----- RECORDS PROVIDED

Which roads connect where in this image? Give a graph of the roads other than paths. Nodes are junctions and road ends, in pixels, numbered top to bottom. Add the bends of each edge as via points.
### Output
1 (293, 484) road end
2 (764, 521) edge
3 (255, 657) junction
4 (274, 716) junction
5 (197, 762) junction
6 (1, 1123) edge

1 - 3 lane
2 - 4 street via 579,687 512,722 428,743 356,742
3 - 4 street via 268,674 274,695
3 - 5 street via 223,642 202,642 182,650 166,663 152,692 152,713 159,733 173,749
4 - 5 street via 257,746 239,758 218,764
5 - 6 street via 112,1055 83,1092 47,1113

----------
----- RECORDS PROVIDED

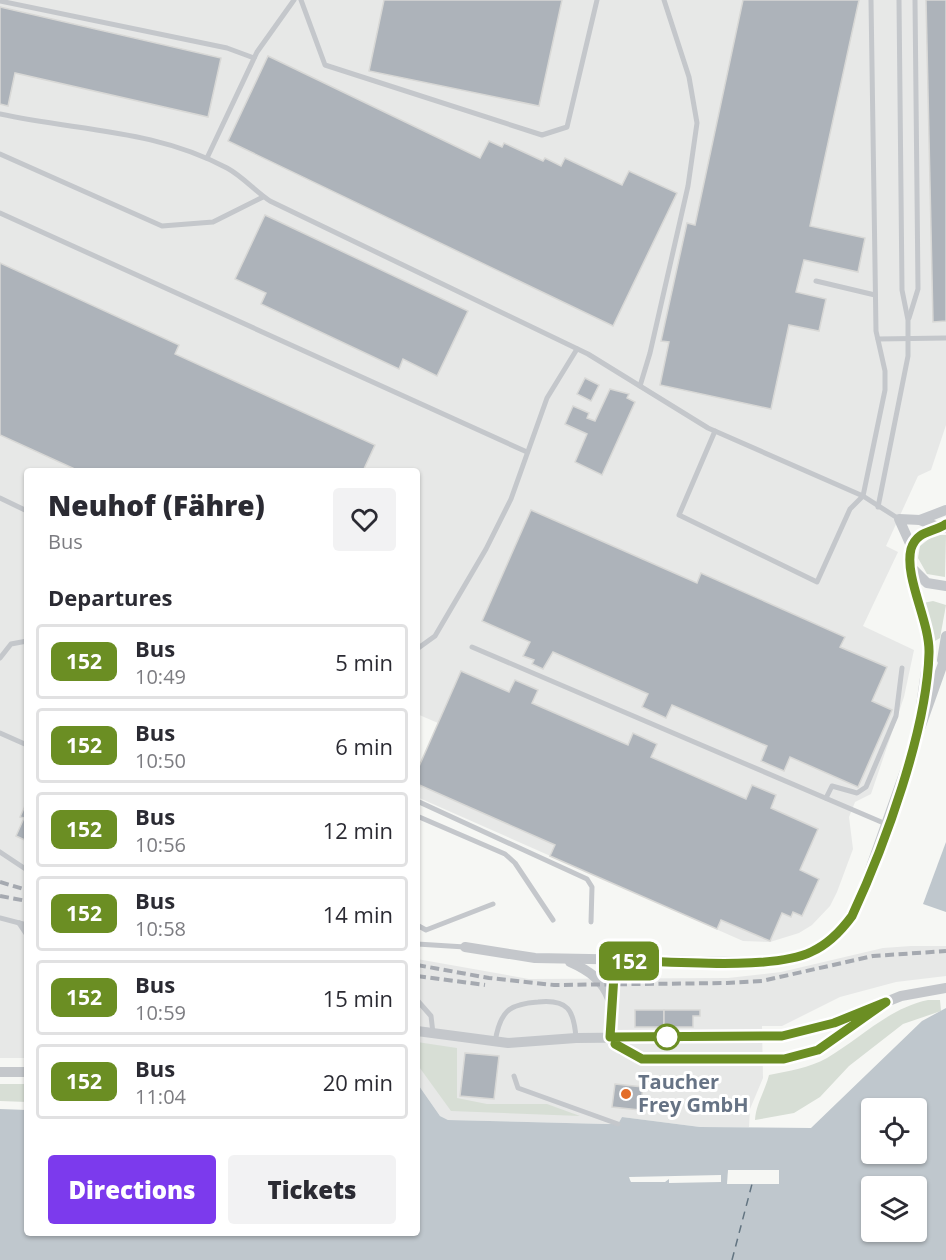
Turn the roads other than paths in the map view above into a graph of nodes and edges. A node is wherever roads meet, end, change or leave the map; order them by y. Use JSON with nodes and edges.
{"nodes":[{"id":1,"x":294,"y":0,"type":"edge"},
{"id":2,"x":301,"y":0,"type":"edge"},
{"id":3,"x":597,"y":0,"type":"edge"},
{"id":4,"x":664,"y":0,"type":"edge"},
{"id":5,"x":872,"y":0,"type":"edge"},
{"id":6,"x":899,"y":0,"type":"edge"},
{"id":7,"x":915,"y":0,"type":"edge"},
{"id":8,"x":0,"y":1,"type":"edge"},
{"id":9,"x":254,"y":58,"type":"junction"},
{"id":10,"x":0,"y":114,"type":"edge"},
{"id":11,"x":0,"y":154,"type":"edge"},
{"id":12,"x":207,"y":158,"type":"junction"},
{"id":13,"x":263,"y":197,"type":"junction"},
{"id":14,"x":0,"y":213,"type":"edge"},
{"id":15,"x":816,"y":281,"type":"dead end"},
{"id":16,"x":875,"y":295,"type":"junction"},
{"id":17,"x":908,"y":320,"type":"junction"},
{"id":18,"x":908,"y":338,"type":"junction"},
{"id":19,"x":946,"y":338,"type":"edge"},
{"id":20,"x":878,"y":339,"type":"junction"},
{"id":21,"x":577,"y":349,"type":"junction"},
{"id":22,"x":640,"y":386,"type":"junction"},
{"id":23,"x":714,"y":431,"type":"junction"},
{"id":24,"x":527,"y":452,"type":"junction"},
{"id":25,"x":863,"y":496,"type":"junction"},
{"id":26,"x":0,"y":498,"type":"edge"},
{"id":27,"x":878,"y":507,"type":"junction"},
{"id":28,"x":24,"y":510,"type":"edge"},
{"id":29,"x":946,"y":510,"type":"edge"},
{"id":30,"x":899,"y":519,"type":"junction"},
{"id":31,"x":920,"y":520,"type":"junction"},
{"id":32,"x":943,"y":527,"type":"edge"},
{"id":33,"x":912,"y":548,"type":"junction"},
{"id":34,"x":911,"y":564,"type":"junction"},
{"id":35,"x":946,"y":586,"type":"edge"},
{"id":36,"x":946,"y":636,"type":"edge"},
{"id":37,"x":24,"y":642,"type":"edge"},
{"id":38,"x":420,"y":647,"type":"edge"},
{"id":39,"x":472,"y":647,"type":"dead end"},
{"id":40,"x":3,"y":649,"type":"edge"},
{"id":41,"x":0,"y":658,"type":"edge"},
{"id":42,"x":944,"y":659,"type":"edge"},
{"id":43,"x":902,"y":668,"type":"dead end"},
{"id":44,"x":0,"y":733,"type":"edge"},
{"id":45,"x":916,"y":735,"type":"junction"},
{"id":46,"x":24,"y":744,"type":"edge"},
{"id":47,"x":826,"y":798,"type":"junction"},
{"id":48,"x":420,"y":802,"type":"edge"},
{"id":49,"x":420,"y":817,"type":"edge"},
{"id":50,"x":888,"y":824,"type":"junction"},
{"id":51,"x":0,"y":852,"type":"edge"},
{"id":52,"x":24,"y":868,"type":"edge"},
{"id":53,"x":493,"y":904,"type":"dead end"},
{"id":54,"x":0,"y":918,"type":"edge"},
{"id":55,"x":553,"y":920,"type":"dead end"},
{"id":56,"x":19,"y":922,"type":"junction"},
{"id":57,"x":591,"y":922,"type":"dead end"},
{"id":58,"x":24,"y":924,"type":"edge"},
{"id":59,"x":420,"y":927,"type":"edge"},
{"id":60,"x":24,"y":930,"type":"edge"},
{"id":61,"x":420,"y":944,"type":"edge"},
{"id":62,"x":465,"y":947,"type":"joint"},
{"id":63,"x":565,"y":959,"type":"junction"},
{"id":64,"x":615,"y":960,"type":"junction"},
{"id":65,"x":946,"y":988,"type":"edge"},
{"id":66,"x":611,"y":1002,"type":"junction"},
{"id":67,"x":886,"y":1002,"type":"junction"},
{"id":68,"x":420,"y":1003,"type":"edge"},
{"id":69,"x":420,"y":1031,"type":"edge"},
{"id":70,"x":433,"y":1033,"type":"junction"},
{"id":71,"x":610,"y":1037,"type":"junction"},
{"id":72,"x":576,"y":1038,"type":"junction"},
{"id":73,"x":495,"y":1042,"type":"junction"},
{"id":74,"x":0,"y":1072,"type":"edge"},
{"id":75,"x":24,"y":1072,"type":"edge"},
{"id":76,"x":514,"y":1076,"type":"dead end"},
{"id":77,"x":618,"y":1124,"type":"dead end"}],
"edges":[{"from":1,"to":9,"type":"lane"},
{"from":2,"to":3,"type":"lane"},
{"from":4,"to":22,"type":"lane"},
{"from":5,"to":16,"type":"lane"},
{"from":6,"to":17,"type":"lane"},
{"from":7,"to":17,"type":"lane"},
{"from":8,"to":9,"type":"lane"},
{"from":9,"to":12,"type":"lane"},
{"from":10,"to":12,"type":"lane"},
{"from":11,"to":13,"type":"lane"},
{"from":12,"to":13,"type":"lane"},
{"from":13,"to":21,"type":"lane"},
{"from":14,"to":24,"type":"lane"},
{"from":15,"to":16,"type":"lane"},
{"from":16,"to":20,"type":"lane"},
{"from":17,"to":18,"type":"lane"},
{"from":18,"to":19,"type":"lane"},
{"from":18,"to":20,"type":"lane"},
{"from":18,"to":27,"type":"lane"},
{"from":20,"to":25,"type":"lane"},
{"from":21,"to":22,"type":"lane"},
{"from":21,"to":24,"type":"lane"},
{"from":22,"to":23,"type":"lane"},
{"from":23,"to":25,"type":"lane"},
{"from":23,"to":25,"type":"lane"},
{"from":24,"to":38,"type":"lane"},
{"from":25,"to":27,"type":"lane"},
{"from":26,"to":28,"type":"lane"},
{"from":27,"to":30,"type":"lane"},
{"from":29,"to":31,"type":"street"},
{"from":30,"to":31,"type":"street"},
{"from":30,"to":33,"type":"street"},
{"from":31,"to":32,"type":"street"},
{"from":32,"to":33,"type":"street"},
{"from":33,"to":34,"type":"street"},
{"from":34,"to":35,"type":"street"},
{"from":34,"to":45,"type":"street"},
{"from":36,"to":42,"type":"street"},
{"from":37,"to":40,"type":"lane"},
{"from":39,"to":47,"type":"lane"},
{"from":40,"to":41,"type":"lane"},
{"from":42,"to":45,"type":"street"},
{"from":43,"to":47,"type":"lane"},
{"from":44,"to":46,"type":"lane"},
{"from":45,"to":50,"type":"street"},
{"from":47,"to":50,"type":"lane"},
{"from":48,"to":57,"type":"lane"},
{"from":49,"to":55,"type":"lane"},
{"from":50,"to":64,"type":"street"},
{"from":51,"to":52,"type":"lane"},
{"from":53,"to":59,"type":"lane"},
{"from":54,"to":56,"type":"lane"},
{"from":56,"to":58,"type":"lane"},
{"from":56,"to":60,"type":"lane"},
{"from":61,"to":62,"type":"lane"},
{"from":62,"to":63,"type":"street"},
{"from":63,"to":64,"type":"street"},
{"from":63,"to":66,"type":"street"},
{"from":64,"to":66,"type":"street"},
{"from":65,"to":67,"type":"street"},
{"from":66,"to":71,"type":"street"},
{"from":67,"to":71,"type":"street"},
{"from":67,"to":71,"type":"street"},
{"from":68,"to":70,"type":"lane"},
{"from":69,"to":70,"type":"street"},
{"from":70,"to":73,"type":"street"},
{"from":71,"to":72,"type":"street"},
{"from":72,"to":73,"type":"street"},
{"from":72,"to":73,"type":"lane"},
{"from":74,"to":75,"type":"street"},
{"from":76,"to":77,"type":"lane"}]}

----------
----- RECORDS PROVIDED

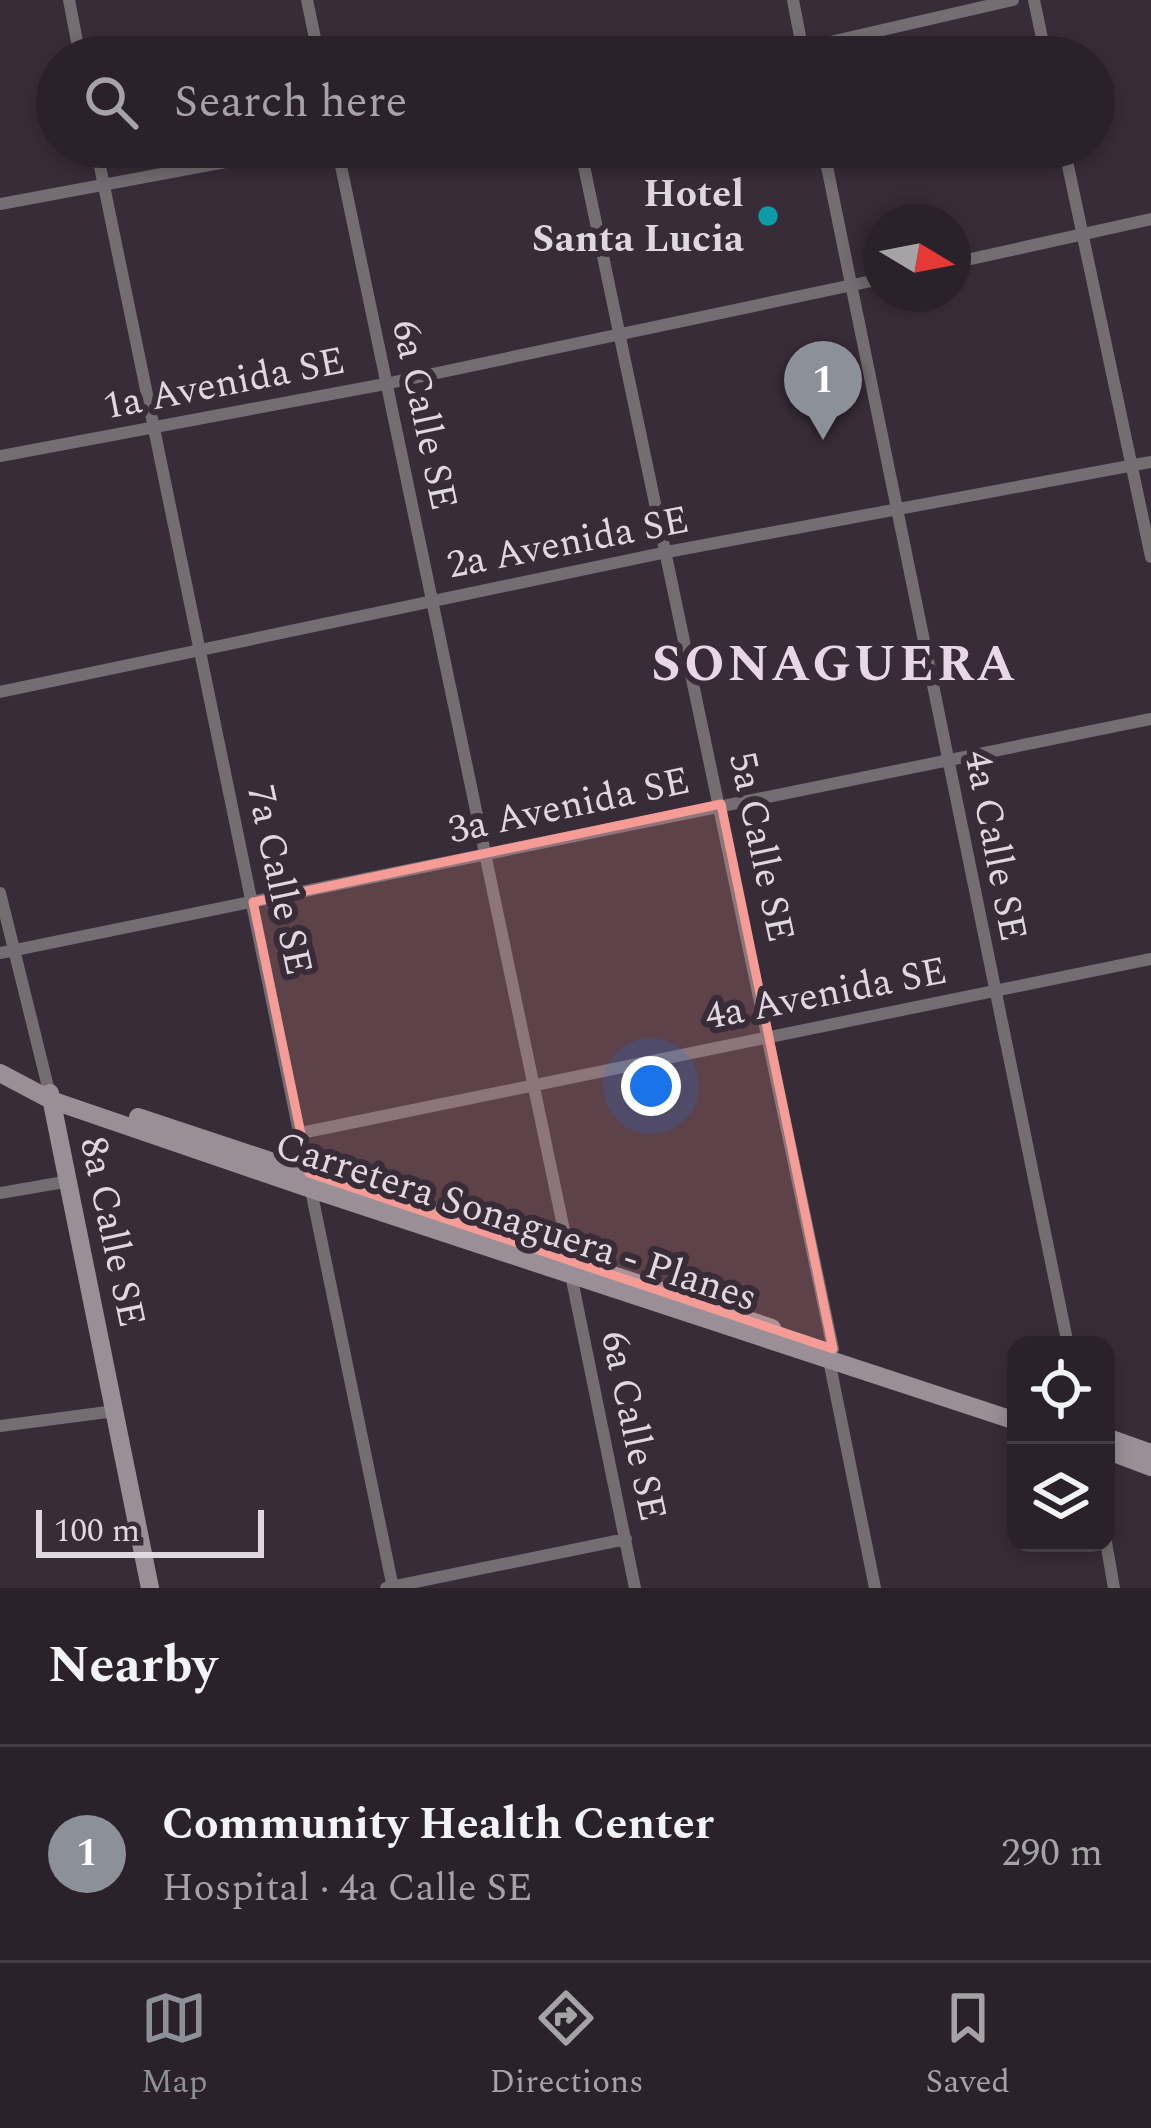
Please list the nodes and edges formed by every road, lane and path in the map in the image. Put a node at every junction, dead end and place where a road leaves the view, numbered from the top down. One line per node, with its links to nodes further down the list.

----------

EXERCISE: Working through the records, copy each line in which the word "numbered" appears.

RESPONSE BOX:
Which roads connect where in this image? Give a graph of the roads other than paths. Nodes are junctions and road ends, in pixels, numbered top to bottom. Add the bends of each edge as via points.
Please list the nodes and edges formed by every road, lane and path in the map in the image. Put a node at every junction, dead end and place where a road leaves the view, numbered from the top down. One line per node, with its links to nodes further down the list.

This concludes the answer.